🤖 AI Summary
Existing natural language–driven 2D/3D layout generation methods rely on implicit modeling of object joint distributions and relational structures, resulting in poor controllability and low fidelity. To address this, we propose a semantic graph prior mechanism that explicitly decouples appearance representations from spatial distributions, enabling an instruction-conditioned layout decoder. We further integrate large language models (LLMs) and multimodal foundation models to automatically construct a high-quality, instruction–layout paired benchmark—constituting the first publicly available dataset of its kind. Our framework supports zero-shot generalization across tasks and dimensions (2D ↔ 3D). Experiments demonstrate significant improvements over state-of-the-art methods across multiple layout synthesis benchmarks. Ablation studies confirm the critical roles of the semantic graph prior and the co-designed data construction pipeline. Overall, our approach achieves highly controllable, high-fidelity, and dimensionally unified layout generation.
📝 Abstract
Comprehending natural language instructions is a charming property for both 2D and 3D layout synthesis systems. Existing methods implicitly model object joint distributions and express object relations, hindering generation's controllability. We introduce InstructLayout, a novel generative framework that integrates a semantic graph prior and a layout decoder to improve controllability and fidelity for 2D and 3D layout synthesis. The proposed semantic graph prior learns layout appearances and object distributions simultaneously, demonstrating versatility across various downstream tasks in a zero-shot manner.

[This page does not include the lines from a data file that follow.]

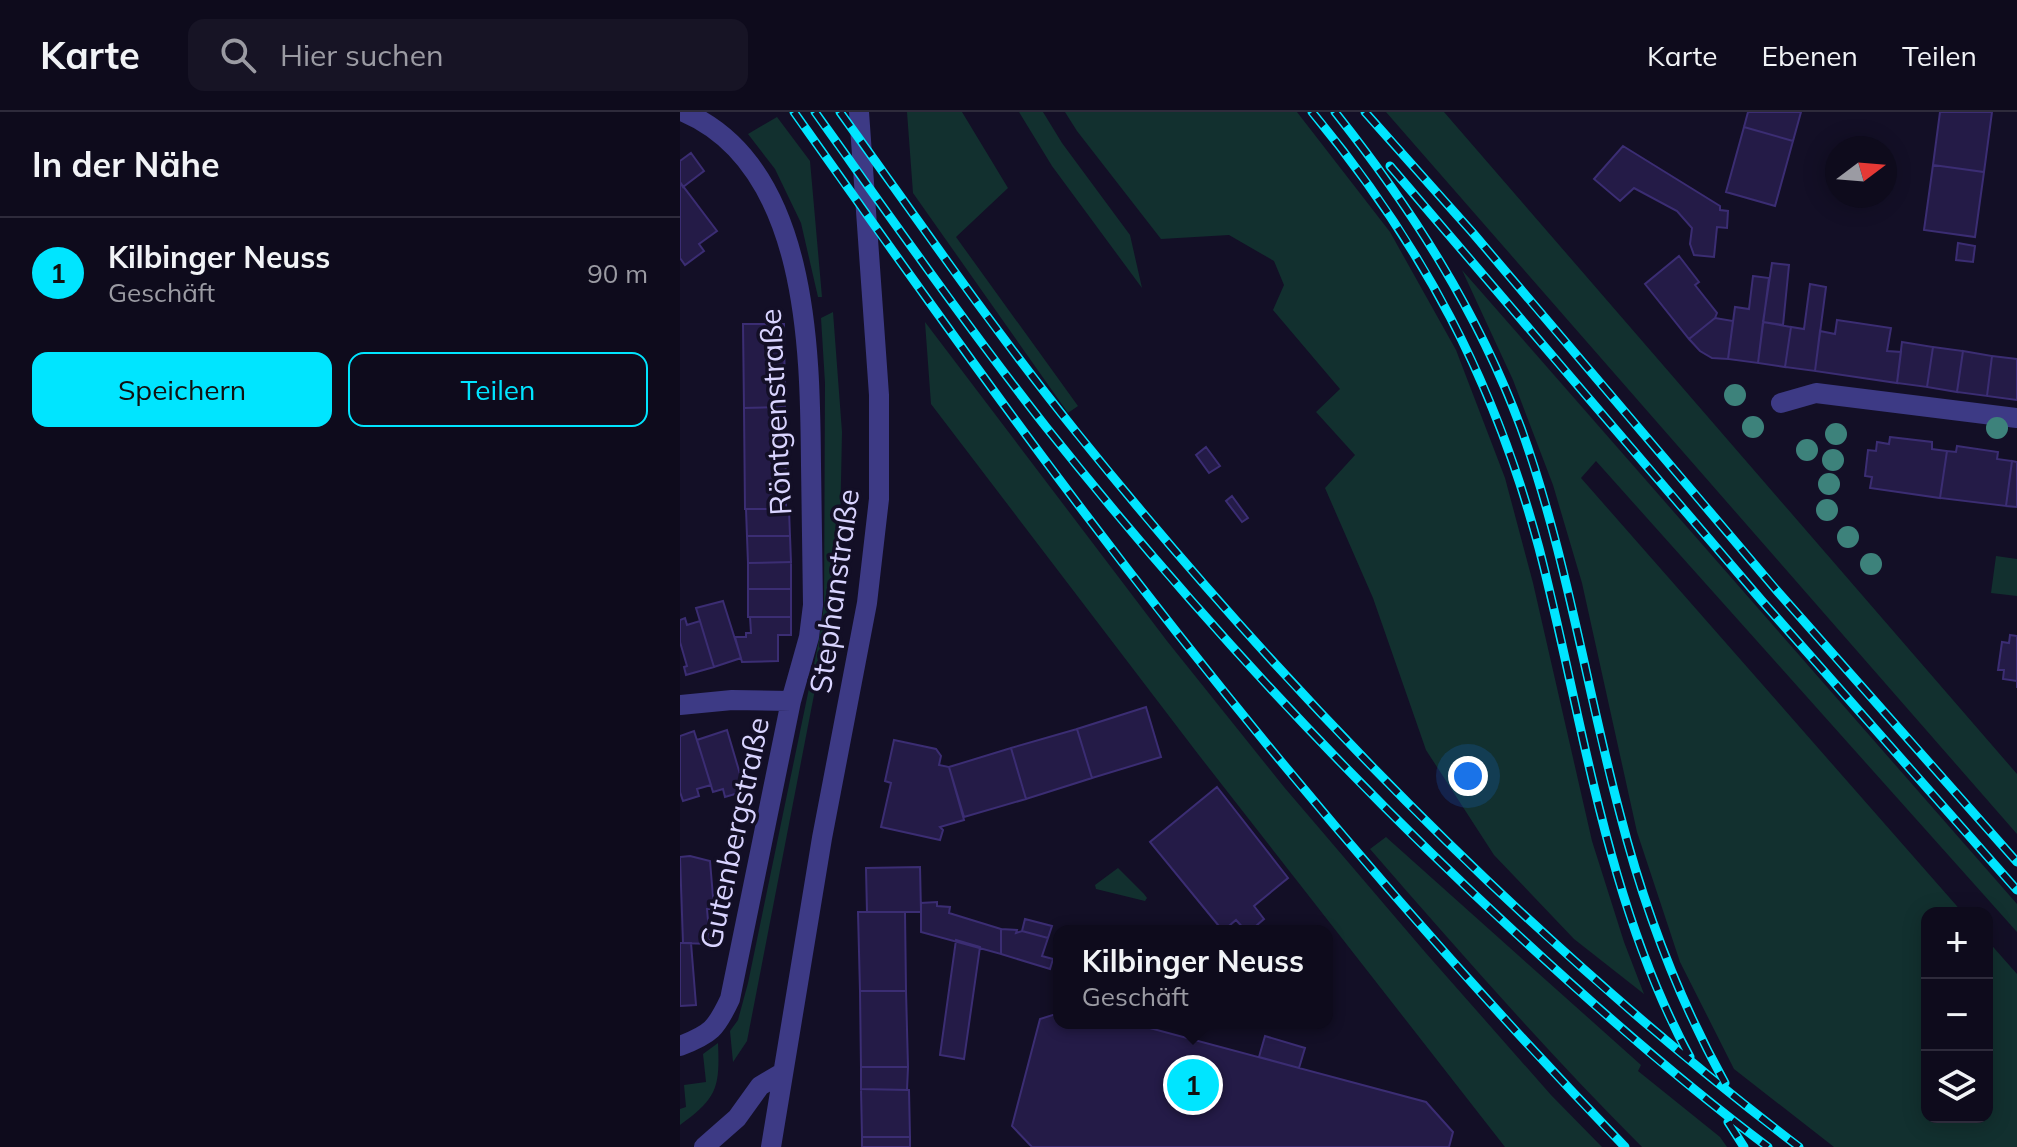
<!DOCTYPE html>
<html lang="de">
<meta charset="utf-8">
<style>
:root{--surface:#0e0b1c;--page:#171425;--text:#f1f3f6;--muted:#9b9ba3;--line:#2e2b3b;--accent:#00e5ff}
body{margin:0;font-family:Mulish,sans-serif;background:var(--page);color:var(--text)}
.controls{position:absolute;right:24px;bottom:24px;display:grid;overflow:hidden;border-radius:16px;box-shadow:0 4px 20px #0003}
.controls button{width:72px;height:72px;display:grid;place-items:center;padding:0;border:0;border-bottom:2px solid var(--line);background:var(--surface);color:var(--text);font:40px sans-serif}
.compass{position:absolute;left:1145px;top:24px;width:72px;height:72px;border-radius:50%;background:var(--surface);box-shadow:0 4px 20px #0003;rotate:74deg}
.you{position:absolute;left:788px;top:664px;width:28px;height:28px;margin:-20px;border:6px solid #fff;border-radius:50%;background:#1a73e8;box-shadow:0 0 0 12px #1a73e833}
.badge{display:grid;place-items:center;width:52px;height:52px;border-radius:50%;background:var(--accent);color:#111;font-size:26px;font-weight:700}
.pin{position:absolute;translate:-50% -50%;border:4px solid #fff;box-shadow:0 2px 8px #0006}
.popup{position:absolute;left:373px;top:813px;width:280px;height:104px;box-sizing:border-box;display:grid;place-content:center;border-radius:16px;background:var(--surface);filter:drop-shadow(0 2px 6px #0005);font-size:26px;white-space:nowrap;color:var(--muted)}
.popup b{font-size:30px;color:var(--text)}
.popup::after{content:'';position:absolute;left:50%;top:100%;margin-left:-16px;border:16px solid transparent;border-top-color:var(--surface)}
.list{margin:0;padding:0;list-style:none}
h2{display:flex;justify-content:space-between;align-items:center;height:104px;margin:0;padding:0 32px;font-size:34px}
h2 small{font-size:26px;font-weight:400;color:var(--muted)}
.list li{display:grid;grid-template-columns:52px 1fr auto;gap:24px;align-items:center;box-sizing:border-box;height:112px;padding:0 32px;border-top:2px solid var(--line)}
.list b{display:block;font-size:30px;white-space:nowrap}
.list p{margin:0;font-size:26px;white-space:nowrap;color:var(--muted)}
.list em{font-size:26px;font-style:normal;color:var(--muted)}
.actions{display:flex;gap:16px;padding:24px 32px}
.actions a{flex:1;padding:18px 0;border:2px solid var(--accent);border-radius:16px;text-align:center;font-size:28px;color:var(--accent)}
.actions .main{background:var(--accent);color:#111}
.icon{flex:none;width:44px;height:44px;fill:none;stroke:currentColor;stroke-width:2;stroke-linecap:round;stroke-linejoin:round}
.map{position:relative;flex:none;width:1337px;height:1035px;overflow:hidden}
header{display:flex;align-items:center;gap:48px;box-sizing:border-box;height:112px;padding:0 40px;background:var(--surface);border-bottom:2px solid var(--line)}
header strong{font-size:38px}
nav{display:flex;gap:44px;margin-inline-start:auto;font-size:28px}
.search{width:560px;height:72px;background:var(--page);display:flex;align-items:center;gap:20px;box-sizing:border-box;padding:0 28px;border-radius:16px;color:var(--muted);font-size:30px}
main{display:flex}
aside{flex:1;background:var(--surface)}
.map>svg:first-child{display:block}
.green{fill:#12302f}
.building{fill:#241b47;stroke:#3b2d73;stroke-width:2}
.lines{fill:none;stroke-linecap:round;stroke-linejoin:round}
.minor{stroke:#3d3a85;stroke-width:20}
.rail-casing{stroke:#00e5ff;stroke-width:9}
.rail{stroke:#130f26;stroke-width:6;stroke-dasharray:18;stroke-linecap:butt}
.tree{fill:#3d827b}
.labels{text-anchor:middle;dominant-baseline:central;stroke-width:7;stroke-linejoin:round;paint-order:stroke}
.street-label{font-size:30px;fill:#d9d4ff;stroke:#130f26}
</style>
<header>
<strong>Karte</strong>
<div class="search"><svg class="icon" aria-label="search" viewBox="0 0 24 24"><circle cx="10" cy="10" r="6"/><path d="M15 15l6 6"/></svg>Hier suchen</div>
<nav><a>Karte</a><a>Ebenen</a><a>Teilen</a></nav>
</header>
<main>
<aside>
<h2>In der Nähe<small></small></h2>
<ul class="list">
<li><span class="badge">1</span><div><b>Kilbinger Neuss</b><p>Geschäft</p></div><em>90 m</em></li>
</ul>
<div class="actions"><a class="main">Speichern</a><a>Teilen</a></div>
</aside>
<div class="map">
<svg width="1337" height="1035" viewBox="0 0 1337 1035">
<rect width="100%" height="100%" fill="#130f26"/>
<path class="green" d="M227,0H282L328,76L276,125L398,294L388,301L233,81Z
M339,0H363L382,31L450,123L462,176L372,54Z
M385,0H617L710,120L776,238L825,366L853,471L912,729L944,830L964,882L894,827L814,743L746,638L693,486L645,376L675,343L636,300L660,277L593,198L604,173L594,149L549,123L481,127L397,19Z
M706,0H764L1337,662V722Z
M97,5L130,49L142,185H138L121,111L95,57L68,22Z
M782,158L1337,792V820L916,349L901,366L1283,801H1247V1005H1307V828L1337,862V1035H1154L1054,957L1000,850L957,720L902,471L873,373L833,268Z
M153,200L162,320L160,418L151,495L67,929L53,950L50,919L58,908L68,871L139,528L144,493L145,271L141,206Z
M245,210L487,529L604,675L745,840L871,983L922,1035H825L518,642L251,292Z
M1316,444L1337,447V484L1311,481Z
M706,725L961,953L958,959L1040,1025L1047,1035H962C867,940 778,838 690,737Z
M438,756L464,782L467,786L465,789L416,777L415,773Z
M38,931C40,976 37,986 0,1013V997L6,995L4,973L26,970L23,942Z"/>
<path class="building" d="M1068,0H1121L1113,29L1064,15Z
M1260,0H1312L1304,60L1253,53Z
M1064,15L1113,29L1095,94L1046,80Z
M943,34L1040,94V98L1048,99L1047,116L1037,115L1034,145L1014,143L1010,132L1012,116L997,99L954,76L940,89L914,67Z
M11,41L24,59L3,75L0,70V49Z
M1253,53L1304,60L1295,125L1244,118Z
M0,70L37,119L19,132L24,139L5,153L0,146Z
M1278,131L1295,134L1293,150L1276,148Z
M999,144L1019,170L1015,173L1037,201L1035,206L1009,227L965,172Z
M1092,151L1109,153L1103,213L1083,210Z
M1073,164L1089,166L1078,251L1048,247L1055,195L1069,197Z
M1130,172L1146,175L1135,259L1105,255L1111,215L1124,217Z
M1035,206L1053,209L1048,247L1032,246L1020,239L1009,227Z
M1157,208L1211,216L1207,239L1221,240L1217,271L1135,259L1140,219L1155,222Z
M1083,210L1111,215L1105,255L1078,251Z
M63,212H104L105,295L64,296Z
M1222,230L1253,235L1247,275L1217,271Z
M1253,235L1283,239L1277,280L1247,275Z
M1283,239L1312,244L1307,284L1277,280Z
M1312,244L1337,247V288L1307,284Z
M105,295L106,397H65L64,296Z
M1210,325L1252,330V337L1267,339L1260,386L1190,376L1192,365L1185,364L1188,338L1196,339L1197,330L1209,332Z
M1277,334L1318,340L1317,347L1332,349L1326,394L1260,386L1267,339L1276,340Z
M526,335L540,354L529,361L516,343Z
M1332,349L1337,350V395L1326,394Z
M552,384L568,406L562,410L546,389Z
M66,397H109L110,424H67Z
M67,424H110L111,450L68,451Z
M111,450V477H68V451Z
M68,477H111V505H68Z
M43,489L61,546L34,555L16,496Z
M70,505H111V523H98V549L62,550L55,525H66V521H71Z
M5,506L7,513L20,509L34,555L6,563L4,555L7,554L0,530V508Z
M1330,523L1337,524V576V569L1323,567L1324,558H1318L1322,530L1329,531Z
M466,595L481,645L412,666L397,617Z
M397,617L412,666L346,687L331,636Z
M47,618L65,679L45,685L43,677L33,680L17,628Z
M14,619L31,673L17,677L19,684L3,689L0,680V624Z
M214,628L256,637L261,644L259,653L269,655L284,708L260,715L263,718L260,728L201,715L211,671L205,669Z
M331,636L346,687L284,705L269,655Z
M537,675L608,766L574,794L584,807L570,819H566L556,808L543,819L470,730Z
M10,744L30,749L34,797H27L30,832L3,831L0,745Z
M240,755L241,800H187L186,756Z
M257,790V794L270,795L269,801L321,817V842L241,820V791Z
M178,800H225L226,879H180Z
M345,807L372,814L368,826L342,819Z
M321,817L337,818L336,821L342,819L368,826L362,844L373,847L370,857L321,842Z
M276,828L300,835L284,947L260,943Z
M0,831H11L16,893L0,894Z
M180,879H226L228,955H181Z
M379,901V911H451L746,990L773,1020L769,1035H352L332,1014L360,907Z
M585,924L625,936L619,956L579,945Z
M181,955H228L227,978L181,977Z
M181,977L229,978L230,1025H182Z
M182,1025H230V1035H182Z"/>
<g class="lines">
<path class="minor" d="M1101,291L1136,281L1337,306
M0,593L52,588L111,589
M0,934C31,922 36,917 50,887L111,589L129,525L133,493C132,446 132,399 131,353C130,238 129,54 4,0
M24,1035L57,1006L80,974L102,961
M91,1035L142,726L187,491L199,387V283L179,0"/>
<g class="rail-casing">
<path id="rail" d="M114,0C204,127 294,254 388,379C560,608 746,829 945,1035
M135,0C211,106 286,213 366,315C511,497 668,667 839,824C919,898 1001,970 1088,1035
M160,0C238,108 313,217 397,321C610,585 849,829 1119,1035
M632,0C743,134 814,268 859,436C903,606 925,789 1010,945
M655,0C732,97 798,200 841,316C886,441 906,574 940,702C964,796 998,886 1045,971
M685,0L792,120L1098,480L1337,750
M710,54L1082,489L1337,778
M1048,1010L1064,1035"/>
</g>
<use href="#rail" class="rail"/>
</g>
<g class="tree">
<circle cx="1055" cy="283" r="11"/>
<circle cx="1073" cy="315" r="11"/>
<circle cx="1317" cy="316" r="11"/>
<circle cx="1156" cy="322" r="11"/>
<circle cx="1127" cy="338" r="11"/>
<circle cx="1153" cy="348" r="11"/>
<circle cx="1149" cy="372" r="11"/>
<circle cx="1147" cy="398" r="11"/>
<circle cx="1168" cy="425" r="11"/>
<circle cx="1191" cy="452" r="11"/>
</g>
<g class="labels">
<g class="street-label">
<text transform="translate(95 300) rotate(-93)">Röntgenstraße</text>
<text transform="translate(154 479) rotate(-82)">Stephanstraße</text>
<text transform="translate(54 721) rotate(-78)">Gutenbergstraße</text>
</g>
</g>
</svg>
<div class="controls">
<button>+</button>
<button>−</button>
<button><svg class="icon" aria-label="layers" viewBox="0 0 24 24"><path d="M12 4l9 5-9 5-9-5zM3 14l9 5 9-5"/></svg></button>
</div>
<svg class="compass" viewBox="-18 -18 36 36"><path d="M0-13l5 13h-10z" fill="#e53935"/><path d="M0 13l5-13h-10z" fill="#9b9ba3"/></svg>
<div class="you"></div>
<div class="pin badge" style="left:513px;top:973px">1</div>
<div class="popup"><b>Kilbinger Neuss</b>Geschäft</div>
</div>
</main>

To facilitate the benchmarking for text-driven 2D and 3D scene synthesis, we respectively curate two high-quality datasets of layout-instruction pairs from public Internet resources with large language and multimodal models. Extensive experimental results reveal that the proposed method outperforms existing state-of-the-art approaches by a large margin in both 2D and 3D layout synthesis tasks. Thorough ablation studies confirm the efficacy of crucial design components.